*** Begin section ***

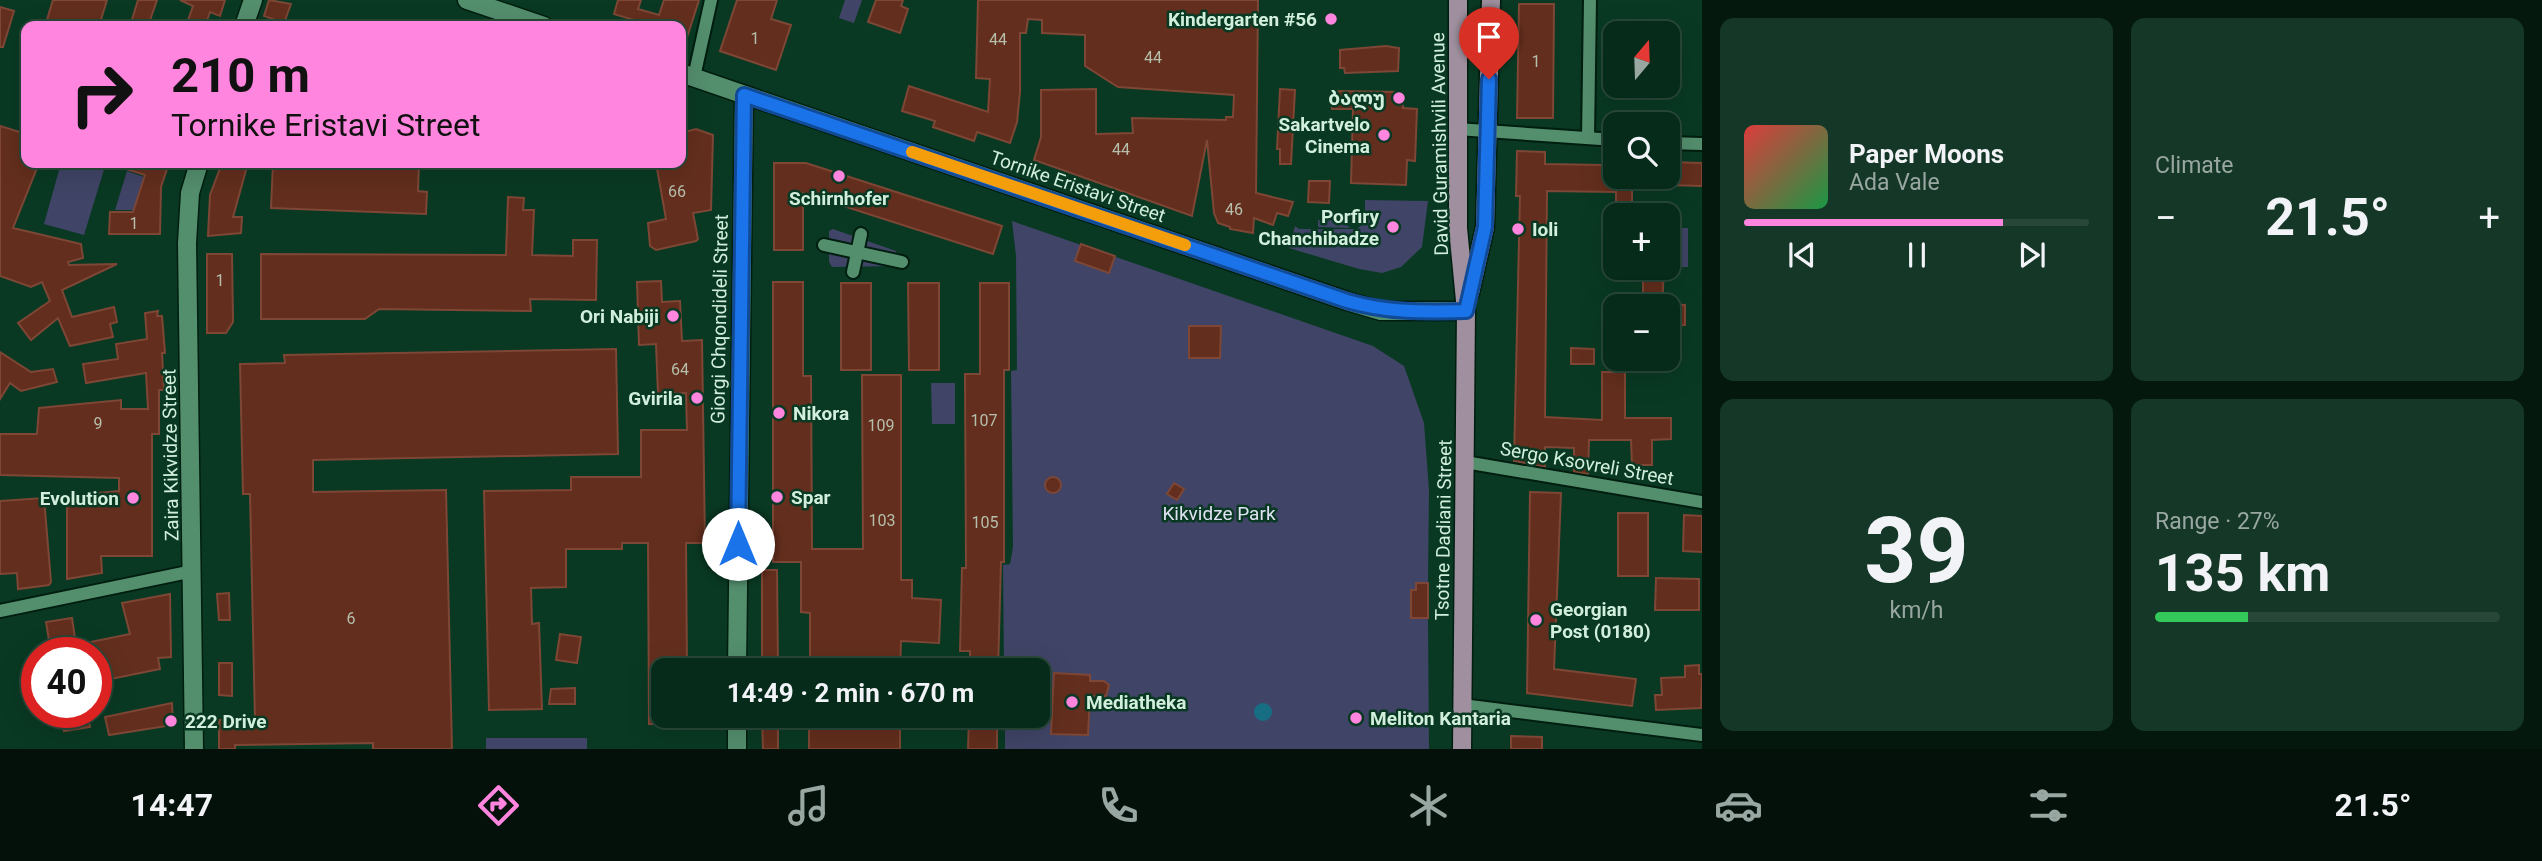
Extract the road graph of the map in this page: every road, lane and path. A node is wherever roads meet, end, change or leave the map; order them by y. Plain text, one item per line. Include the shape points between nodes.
1 (253, 0) edge
2 (467, 0) edge
3 (710, 0) edge
4 (1458, 0) edge
5 (1491, 0) edge
6 (1590, 0) edge
7 (246, 21) edge
8 (529, 21) edge
9 (687, 75) edge
10 (744, 95) junction
11 (1457, 130) junction
12 (1487, 132) junction
13 (1588, 138) junction
14 (1603, 139) edge
15 (1680, 143) edge
16 (1702, 144) edge
17 (198, 168) edge
18 (861, 234) dead end
19 (824, 245) dead end
20 (857, 252) junction
21 (902, 262) dead end
22 (853, 272) dead end
23 (1466, 311) junction
24 (1465, 462) junction
25 (1702, 502) edge
26 (193, 571) junction
27 (0, 611) edge
28 (737, 658) edge
29 (1462, 705) junction
30 (737, 728) edge
31 (1702, 734) edge
32 (194, 749) edge
33 (737, 749) edge
34 (1462, 749) edge

1 - 7 street
2 - 8 street
3 - 9 street
4 - 11 main road, David Guramishvili Avenue
5 - 12 main road, David Guramishvili Avenue
6 - 13 street
9 - 10 street, Tornike Eristavi Street
10 - 23 street, Tornike Eristavi Street via 1347,301 1381,311
10 - 28 street, Giorgi Chqondideli Street
11 - 12 street
11 - 23 main road, David Guramishvili Avenue via 1458,228
12 - 13 street
12 - 23 main road, David Guramishvili Avenue via 1485,227
13 - 14 street
15 - 16 street
17 - 26 street, Zaira Kikvidze Street via 190,193 187,243
18 - 20 street
19 - 20 street
20 - 21 street
20 - 22 street
23 - 24 main road, Tsotne Dadiani Street
24 - 25 street, Sergo Ksovreli Street
24 - 29 main road, Tsotne Dadiani Street
26 - 27 street
26 - 32 street, Zaira Kikvidze Street
29 - 31 street
29 - 34 main road, Tsotne Dadiani Street
30 - 33 street

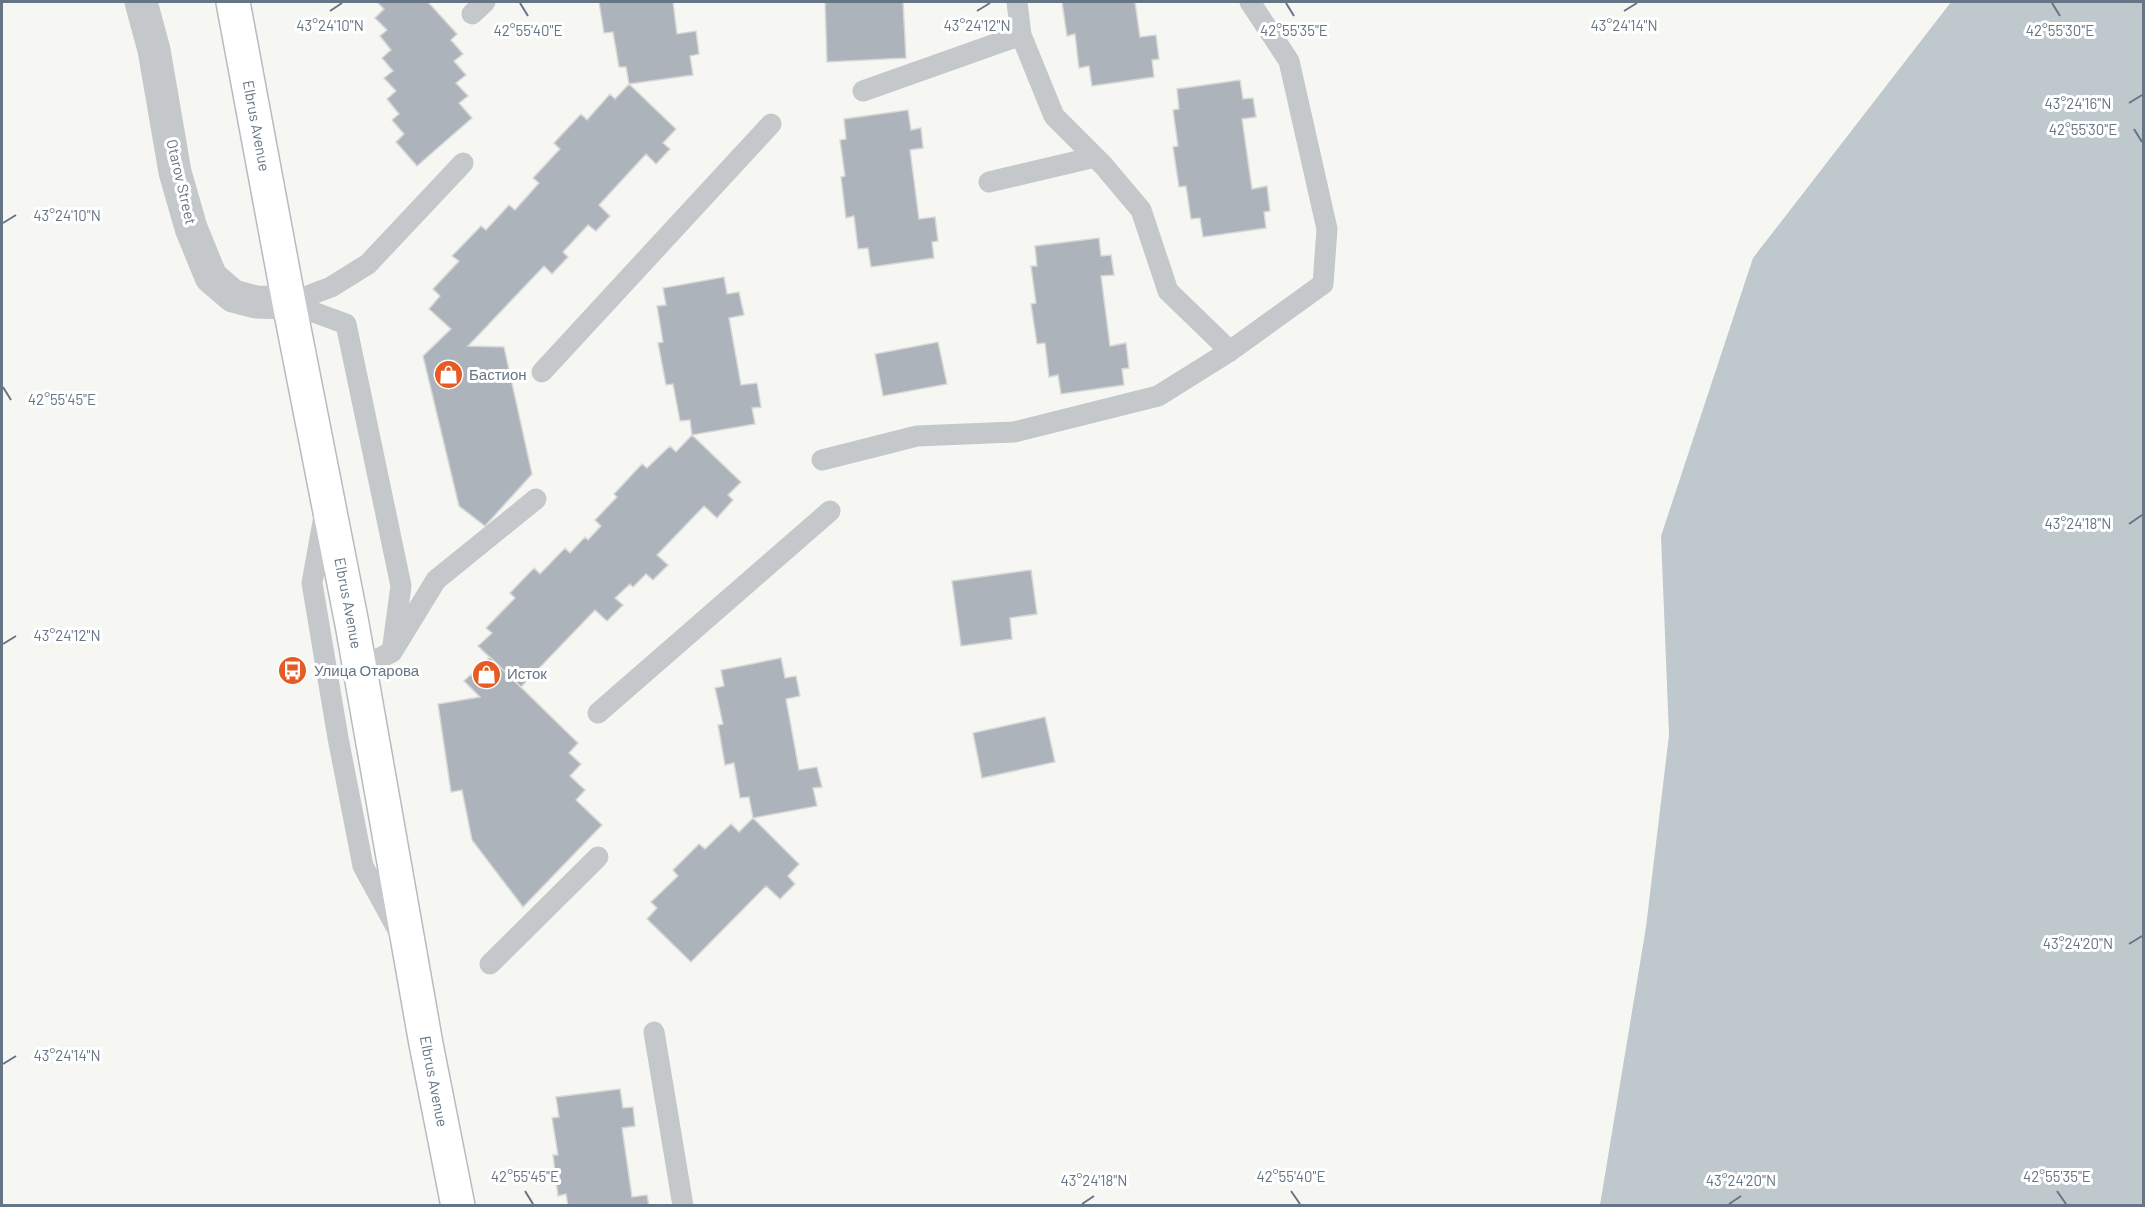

*** End section ***

#### [Requirement]
Of the records above, copy each line that includes "Zaira".

#### [Solution]
17 - 26 street, Zaira Kikvidze Street via 190,193 187,243
26 - 32 street, Zaira Kikvidze Street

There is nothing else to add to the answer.